Start of Data supplied

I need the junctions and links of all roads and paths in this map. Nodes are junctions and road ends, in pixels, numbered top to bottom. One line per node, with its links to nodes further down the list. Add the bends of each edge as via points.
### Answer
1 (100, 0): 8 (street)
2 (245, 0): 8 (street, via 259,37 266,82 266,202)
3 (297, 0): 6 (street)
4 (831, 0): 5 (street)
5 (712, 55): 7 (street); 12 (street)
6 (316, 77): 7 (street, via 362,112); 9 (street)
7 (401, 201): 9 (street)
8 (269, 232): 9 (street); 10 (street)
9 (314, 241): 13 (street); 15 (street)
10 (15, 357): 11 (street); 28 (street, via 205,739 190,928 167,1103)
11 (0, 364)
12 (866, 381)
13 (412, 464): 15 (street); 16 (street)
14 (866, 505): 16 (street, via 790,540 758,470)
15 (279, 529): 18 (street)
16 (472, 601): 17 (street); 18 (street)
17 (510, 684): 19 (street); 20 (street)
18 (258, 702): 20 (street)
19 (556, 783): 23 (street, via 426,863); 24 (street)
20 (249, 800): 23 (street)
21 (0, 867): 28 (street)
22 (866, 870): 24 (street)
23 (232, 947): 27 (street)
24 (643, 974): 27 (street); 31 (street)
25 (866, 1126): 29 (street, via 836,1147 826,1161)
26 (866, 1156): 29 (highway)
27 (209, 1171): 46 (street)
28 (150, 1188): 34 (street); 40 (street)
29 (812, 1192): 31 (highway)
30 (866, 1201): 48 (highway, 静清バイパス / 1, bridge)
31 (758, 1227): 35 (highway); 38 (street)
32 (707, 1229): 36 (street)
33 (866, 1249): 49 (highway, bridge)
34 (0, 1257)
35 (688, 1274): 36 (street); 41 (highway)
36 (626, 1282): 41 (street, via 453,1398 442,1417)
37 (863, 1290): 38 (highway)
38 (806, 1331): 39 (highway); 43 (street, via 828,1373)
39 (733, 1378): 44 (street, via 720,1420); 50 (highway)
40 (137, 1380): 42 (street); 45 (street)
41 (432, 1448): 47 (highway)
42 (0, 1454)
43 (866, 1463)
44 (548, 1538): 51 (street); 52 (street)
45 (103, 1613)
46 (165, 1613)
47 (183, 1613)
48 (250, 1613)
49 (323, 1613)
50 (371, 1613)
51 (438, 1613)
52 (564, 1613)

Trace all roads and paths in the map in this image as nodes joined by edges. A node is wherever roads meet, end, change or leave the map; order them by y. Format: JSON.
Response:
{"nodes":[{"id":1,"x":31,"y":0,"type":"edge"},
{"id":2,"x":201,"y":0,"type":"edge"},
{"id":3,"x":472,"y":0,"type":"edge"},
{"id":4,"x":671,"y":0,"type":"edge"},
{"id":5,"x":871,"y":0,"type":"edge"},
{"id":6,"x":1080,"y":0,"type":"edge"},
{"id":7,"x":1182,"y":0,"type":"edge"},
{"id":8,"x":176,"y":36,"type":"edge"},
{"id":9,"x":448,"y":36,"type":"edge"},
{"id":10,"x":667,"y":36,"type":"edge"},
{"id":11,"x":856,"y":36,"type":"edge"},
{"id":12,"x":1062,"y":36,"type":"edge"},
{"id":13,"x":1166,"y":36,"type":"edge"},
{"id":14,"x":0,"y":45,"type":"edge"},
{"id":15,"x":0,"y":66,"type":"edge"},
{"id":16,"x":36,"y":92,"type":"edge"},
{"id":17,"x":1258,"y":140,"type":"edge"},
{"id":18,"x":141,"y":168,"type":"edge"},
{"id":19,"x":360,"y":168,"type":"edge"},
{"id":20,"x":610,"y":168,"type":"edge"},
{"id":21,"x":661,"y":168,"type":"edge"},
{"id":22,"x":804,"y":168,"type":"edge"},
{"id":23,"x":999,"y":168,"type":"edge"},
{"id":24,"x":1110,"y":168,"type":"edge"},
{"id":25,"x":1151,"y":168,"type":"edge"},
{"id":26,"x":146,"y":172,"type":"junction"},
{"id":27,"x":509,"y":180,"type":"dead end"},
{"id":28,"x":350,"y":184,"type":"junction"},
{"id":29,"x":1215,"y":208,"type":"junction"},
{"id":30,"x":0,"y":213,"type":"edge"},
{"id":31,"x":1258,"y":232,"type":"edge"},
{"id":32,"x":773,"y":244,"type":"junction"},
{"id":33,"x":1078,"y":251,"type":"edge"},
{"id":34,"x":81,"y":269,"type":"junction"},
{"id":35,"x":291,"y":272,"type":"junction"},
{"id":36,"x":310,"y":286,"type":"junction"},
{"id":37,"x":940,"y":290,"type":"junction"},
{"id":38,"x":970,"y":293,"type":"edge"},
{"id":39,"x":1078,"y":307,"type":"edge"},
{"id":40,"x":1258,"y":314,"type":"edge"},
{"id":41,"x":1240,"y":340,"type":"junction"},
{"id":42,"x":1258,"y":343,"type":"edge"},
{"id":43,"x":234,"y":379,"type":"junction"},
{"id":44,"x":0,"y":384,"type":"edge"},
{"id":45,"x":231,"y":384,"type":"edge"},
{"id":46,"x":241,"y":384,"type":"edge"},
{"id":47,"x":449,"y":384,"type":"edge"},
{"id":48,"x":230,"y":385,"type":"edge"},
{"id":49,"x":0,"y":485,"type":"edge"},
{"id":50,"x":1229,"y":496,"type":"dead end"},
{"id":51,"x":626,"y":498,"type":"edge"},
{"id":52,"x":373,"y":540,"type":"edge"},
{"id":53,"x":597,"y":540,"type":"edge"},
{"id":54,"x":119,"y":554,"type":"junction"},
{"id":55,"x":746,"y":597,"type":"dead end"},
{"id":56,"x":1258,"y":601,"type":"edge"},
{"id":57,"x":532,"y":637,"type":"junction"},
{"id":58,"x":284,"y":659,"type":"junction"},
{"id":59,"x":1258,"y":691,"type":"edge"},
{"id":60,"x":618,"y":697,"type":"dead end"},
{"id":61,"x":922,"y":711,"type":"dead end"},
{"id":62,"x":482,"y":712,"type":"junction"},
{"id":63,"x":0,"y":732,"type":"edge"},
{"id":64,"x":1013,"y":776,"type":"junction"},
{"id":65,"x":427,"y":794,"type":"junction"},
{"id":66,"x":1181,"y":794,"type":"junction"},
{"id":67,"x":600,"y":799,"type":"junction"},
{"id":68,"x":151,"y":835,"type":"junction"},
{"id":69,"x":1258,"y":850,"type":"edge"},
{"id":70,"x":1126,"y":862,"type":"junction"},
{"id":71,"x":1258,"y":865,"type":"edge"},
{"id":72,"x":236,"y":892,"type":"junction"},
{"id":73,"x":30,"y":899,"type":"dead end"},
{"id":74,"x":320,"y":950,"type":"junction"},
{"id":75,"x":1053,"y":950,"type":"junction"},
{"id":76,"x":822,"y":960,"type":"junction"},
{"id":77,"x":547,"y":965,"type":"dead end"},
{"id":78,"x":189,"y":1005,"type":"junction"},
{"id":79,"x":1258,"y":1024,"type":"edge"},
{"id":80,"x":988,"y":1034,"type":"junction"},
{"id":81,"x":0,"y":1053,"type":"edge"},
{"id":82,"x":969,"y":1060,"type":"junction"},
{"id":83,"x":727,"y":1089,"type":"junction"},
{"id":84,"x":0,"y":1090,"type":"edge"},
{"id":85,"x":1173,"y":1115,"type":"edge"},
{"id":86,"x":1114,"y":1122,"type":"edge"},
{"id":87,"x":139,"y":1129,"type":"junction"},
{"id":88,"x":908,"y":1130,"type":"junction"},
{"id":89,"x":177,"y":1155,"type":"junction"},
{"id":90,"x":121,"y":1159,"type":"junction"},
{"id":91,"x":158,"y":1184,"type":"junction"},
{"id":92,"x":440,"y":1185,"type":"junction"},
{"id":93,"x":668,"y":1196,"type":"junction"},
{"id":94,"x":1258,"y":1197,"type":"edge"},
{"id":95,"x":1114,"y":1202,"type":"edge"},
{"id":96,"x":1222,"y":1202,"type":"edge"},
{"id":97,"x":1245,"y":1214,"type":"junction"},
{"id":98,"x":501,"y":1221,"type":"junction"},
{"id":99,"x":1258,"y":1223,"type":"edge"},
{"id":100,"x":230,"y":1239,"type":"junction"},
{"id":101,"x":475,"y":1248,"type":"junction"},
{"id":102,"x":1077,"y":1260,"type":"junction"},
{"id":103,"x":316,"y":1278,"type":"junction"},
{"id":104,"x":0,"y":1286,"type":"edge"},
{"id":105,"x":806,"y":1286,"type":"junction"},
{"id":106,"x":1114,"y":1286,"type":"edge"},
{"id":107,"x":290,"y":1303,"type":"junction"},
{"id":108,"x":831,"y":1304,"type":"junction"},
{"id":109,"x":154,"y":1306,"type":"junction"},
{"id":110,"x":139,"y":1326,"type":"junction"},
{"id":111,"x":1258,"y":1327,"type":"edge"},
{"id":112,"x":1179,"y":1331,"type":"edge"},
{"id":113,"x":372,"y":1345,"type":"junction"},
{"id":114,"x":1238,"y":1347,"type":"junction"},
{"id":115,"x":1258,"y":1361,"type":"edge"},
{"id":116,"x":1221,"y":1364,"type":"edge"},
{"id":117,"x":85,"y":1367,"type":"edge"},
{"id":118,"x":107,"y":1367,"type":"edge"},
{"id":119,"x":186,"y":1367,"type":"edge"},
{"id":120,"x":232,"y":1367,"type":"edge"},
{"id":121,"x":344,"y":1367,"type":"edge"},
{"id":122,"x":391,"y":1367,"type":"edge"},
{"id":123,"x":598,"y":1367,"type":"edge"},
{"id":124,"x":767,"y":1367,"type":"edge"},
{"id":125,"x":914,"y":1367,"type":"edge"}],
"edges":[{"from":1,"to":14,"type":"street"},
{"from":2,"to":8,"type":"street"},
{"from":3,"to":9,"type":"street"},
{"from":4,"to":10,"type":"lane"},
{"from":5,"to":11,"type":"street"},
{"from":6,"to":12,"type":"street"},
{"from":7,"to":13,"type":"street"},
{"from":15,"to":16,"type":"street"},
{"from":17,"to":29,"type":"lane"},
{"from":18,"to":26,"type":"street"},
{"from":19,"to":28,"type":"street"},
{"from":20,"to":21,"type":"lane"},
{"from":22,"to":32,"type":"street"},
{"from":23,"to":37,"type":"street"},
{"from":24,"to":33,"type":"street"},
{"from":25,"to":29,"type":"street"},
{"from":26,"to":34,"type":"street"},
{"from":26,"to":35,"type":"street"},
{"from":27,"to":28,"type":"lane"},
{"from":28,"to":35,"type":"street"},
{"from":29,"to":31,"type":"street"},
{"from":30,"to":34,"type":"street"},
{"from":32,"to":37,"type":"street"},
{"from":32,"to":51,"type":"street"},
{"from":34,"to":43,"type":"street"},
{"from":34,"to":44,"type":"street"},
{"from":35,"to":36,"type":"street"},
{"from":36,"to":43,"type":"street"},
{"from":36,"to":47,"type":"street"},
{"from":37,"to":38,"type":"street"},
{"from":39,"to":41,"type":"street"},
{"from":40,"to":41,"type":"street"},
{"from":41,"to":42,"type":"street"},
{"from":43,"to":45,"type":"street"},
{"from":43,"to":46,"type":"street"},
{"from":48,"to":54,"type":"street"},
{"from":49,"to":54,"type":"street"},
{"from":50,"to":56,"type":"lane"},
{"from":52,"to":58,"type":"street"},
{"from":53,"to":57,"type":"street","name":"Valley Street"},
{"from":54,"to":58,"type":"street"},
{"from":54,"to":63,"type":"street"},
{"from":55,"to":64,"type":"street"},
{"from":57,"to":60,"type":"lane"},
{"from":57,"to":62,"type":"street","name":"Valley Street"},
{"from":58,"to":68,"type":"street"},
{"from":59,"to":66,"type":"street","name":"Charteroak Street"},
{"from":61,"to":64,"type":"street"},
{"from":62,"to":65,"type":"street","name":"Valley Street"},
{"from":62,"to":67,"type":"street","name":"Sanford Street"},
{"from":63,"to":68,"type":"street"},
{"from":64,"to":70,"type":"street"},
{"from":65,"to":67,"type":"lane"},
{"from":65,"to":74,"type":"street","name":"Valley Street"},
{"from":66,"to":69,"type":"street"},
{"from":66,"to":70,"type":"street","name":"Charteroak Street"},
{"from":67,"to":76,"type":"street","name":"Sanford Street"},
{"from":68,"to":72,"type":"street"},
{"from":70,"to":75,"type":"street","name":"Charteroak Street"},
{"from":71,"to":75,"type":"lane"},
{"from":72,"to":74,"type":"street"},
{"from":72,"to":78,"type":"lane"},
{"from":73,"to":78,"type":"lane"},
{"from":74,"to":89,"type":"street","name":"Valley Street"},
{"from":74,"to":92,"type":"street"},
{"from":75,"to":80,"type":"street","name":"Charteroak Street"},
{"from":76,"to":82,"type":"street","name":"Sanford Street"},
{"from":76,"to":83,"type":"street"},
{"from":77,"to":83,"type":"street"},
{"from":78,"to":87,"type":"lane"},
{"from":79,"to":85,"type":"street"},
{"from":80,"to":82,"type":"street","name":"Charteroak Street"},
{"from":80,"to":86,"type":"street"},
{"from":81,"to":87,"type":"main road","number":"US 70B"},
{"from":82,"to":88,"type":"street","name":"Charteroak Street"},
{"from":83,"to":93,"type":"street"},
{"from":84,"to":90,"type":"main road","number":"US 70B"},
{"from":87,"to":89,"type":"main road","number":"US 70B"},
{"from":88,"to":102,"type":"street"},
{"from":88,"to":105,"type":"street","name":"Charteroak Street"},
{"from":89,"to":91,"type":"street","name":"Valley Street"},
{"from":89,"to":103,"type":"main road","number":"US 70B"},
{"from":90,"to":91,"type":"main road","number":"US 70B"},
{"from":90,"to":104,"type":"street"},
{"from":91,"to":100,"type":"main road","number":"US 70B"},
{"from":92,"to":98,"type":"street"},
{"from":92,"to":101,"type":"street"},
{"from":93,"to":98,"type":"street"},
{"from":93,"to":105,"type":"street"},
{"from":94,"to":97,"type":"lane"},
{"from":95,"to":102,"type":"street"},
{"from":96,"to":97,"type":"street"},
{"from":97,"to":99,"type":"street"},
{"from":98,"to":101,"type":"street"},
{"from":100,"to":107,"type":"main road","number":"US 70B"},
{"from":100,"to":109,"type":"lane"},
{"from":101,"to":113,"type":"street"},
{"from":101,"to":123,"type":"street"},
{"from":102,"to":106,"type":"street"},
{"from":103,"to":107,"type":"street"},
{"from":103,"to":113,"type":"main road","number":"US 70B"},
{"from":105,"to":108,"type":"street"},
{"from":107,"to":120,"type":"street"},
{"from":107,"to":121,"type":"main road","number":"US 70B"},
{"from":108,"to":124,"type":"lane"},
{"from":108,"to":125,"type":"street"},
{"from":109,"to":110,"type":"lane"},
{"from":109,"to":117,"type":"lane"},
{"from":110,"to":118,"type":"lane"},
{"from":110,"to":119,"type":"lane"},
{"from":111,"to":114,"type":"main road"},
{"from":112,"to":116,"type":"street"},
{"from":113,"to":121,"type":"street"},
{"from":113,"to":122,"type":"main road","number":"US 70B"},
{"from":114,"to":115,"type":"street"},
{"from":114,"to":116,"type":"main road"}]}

End of Data supplied

▶ _What needs to be done_
Which lines above contain the word "Sanford"? Copy each of them.

▶ _Answer section_
{"from":62,"to":67,"type":"street","name":"Sanford Street"},
{"from":67,"to":76,"type":"street","name":"Sanford Street"},
{"from":76,"to":82,"type":"street","name":"Sanford Street"},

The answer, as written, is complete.